#### TASK INPUT
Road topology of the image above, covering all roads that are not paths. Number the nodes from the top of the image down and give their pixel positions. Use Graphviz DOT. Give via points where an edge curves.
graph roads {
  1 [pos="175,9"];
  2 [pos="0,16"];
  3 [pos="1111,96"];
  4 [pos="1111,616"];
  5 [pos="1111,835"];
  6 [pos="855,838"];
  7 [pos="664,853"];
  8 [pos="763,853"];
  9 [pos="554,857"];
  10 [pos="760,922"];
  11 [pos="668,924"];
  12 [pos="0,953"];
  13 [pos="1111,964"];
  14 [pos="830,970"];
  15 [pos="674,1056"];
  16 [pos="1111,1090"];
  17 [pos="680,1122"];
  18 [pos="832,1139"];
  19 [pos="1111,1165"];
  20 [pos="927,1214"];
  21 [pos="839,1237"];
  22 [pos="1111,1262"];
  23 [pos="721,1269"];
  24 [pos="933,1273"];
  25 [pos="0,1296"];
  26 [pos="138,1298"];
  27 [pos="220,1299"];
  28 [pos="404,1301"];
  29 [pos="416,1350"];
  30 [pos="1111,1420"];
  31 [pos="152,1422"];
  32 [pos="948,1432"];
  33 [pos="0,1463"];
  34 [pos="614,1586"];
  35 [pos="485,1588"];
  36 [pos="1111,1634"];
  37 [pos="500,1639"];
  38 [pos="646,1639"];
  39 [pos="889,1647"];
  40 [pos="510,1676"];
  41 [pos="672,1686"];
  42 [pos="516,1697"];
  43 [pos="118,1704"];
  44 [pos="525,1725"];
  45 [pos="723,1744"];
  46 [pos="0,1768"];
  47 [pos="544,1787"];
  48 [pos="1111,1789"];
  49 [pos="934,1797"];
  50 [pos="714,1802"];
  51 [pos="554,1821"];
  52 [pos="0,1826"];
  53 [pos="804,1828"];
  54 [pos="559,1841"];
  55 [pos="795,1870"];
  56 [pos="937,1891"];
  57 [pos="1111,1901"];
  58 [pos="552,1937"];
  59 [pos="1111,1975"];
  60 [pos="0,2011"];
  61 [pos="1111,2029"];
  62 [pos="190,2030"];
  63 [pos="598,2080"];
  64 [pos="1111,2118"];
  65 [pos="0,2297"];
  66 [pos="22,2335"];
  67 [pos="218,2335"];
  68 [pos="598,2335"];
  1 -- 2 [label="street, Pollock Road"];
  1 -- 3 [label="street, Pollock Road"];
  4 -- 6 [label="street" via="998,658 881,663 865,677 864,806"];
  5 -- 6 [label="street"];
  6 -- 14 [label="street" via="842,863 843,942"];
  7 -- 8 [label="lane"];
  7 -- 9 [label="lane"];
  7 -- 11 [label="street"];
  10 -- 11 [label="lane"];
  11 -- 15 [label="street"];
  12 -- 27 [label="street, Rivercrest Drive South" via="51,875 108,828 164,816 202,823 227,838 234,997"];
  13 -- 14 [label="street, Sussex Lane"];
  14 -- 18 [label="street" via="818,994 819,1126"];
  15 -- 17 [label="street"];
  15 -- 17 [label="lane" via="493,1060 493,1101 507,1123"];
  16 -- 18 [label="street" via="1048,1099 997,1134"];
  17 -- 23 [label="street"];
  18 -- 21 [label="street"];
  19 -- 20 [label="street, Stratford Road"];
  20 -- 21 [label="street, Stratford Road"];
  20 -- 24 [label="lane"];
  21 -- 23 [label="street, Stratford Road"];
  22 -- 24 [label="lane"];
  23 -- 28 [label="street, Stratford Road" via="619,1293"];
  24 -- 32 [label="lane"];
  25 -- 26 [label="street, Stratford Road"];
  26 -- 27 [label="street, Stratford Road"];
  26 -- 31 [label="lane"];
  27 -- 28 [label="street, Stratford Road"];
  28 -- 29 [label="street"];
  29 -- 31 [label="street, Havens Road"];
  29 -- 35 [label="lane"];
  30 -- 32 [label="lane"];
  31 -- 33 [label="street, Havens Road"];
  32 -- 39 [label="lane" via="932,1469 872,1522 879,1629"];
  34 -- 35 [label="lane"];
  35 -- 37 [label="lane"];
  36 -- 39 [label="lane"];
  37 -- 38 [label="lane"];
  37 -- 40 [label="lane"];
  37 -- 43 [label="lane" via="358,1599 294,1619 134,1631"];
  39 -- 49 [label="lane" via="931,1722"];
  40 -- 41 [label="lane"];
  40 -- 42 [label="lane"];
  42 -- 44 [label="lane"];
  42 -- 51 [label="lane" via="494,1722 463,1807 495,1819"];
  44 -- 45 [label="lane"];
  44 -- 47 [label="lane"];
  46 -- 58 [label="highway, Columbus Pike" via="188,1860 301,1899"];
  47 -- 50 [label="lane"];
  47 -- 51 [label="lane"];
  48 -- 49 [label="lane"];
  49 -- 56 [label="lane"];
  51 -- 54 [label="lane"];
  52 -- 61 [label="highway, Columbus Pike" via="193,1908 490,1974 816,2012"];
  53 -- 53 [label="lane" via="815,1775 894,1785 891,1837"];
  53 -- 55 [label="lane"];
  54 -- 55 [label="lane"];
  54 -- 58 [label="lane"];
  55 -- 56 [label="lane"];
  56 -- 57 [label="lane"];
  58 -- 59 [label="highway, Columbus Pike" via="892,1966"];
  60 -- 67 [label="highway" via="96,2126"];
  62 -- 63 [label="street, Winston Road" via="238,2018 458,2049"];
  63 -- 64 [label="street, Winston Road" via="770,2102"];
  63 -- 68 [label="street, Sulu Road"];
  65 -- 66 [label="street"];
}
########
» **PROBLEM TO WORK ON**:
With nothing omitted, set down all of the records again.

» **TASK SOLUTION**:
Road topology of the image above, covering all roads that are not paths. Number the nodes from the top of the image down and give their pixel positions. Use Graphviz DOT. Give via points where an edge curves.
graph roads {
  1 [pos="175,9"];
  2 [pos="0,16"];
  3 [pos="1111,96"];
  4 [pos="1111,616"];
  5 [pos="1111,835"];
  6 [pos="855,838"];
  7 [pos="664,853"];
  8 [pos="763,853"];
  9 [pos="554,857"];
  10 [pos="760,922"];
  11 [pos="668,924"];
  12 [pos="0,953"];
  13 [pos="1111,964"];
  14 [pos="830,970"];
  15 [pos="674,1056"];
  16 [pos="1111,1090"];
  17 [pos="680,1122"];
  18 [pos="832,1139"];
  19 [pos="1111,1165"];
  20 [pos="927,1214"];
  21 [pos="839,1237"];
  22 [pos="1111,1262"];
  23 [pos="721,1269"];
  24 [pos="933,1273"];
  25 [pos="0,1296"];
  26 [pos="138,1298"];
  27 [pos="220,1299"];
  28 [pos="404,1301"];
  29 [pos="416,1350"];
  30 [pos="1111,1420"];
  31 [pos="152,1422"];
  32 [pos="948,1432"];
  33 [pos="0,1463"];
  34 [pos="614,1586"];
  35 [pos="485,1588"];
  36 [pos="1111,1634"];
  37 [pos="500,1639"];
  38 [pos="646,1639"];
  39 [pos="889,1647"];
  40 [pos="510,1676"];
  41 [pos="672,1686"];
  42 [pos="516,1697"];
  43 [pos="118,1704"];
  44 [pos="525,1725"];
  45 [pos="723,1744"];
  46 [pos="0,1768"];
  47 [pos="544,1787"];
  48 [pos="1111,1789"];
  49 [pos="934,1797"];
  50 [pos="714,1802"];
  51 [pos="554,1821"];
  52 [pos="0,1826"];
  53 [pos="804,1828"];
  54 [pos="559,1841"];
  55 [pos="795,1870"];
  56 [pos="937,1891"];
  57 [pos="1111,1901"];
  58 [pos="552,1937"];
  59 [pos="1111,1975"];
  60 [pos="0,2011"];
  61 [pos="1111,2029"];
  62 [pos="190,2030"];
  63 [pos="598,2080"];
  64 [pos="1111,2118"];
  65 [pos="0,2297"];
  66 [pos="22,2335"];
  67 [pos="218,2335"];
  68 [pos="598,2335"];
  1 -- 2 [label="street, Pollock Road"];
  1 -- 3 [label="street, Pollock Road"];
  4 -- 6 [label="street" via="998,658 881,663 865,677 864,806"];
  5 -- 6 [label="street"];
  6 -- 14 [label="street" via="842,863 843,942"];
  7 -- 8 [label="lane"];
  7 -- 9 [label="lane"];
  7 -- 11 [label="street"];
  10 -- 11 [label="lane"];
  11 -- 15 [label="street"];
  12 -- 27 [label="street, Rivercrest Drive South" via="51,875 108,828 164,816 202,823 227,838 234,997"];
  13 -- 14 [label="street, Sussex Lane"];
  14 -- 18 [label="street" via="818,994 819,1126"];
  15 -- 17 [label="street"];
  15 -- 17 [label="lane" via="493,1060 493,1101 507,1123"];
  16 -- 18 [label="street" via="1048,1099 997,1134"];
  17 -- 23 [label="street"];
  18 -- 21 [label="street"];
  19 -- 20 [label="street, Stratford Road"];
  20 -- 21 [label="street, Stratford Road"];
  20 -- 24 [label="lane"];
  21 -- 23 [label="street, Stratford Road"];
  22 -- 24 [label="lane"];
  23 -- 28 [label="street, Stratford Road" via="619,1293"];
  24 -- 32 [label="lane"];
  25 -- 26 [label="street, Stratford Road"];
  26 -- 27 [label="street, Stratford Road"];
  26 -- 31 [label="lane"];
  27 -- 28 [label="street, Stratford Road"];
  28 -- 29 [label="street"];
  29 -- 31 [label="street, Havens Road"];
  29 -- 35 [label="lane"];
  30 -- 32 [label="lane"];
  31 -- 33 [label="street, Havens Road"];
  32 -- 39 [label="lane" via="932,1469 872,1522 879,1629"];
  34 -- 35 [label="lane"];
  35 -- 37 [label="lane"];
  36 -- 39 [label="lane"];
  37 -- 38 [label="lane"];
  37 -- 40 [label="lane"];
  37 -- 43 [label="lane" via="358,1599 294,1619 134,1631"];
  39 -- 49 [label="lane" via="931,1722"];
  40 -- 41 [label="lane"];
  40 -- 42 [label="lane"];
  42 -- 44 [label="lane"];
  42 -- 51 [label="lane" via="494,1722 463,1807 495,1819"];
  44 -- 45 [label="lane"];
  44 -- 47 [label="lane"];
  46 -- 58 [label="highway, Columbus Pike" via="188,1860 301,1899"];
  47 -- 50 [label="lane"];
  47 -- 51 [label="lane"];
  48 -- 49 [label="lane"];
  49 -- 56 [label="lane"];
  51 -- 54 [label="lane"];
  52 -- 61 [label="highway, Columbus Pike" via="193,1908 490,1974 816,2012"];
  53 -- 53 [label="lane" via="815,1775 894,1785 891,1837"];
  53 -- 55 [label="lane"];
  54 -- 55 [label="lane"];
  54 -- 58 [label="lane"];
  55 -- 56 [label="lane"];
  56 -- 57 [label="lane"];
  58 -- 59 [label="highway, Columbus Pike" via="892,1966"];
  60 -- 67 [label="highway" via="96,2126"];
  62 -- 63 [label="street, Winston Road" via="238,2018 458,2049"];
  63 -- 64 [label="street, Winston Road" via="770,2102"];
  63 -- 68 [label="street, Sulu Road"];
  65 -- 66 [label="street"];
}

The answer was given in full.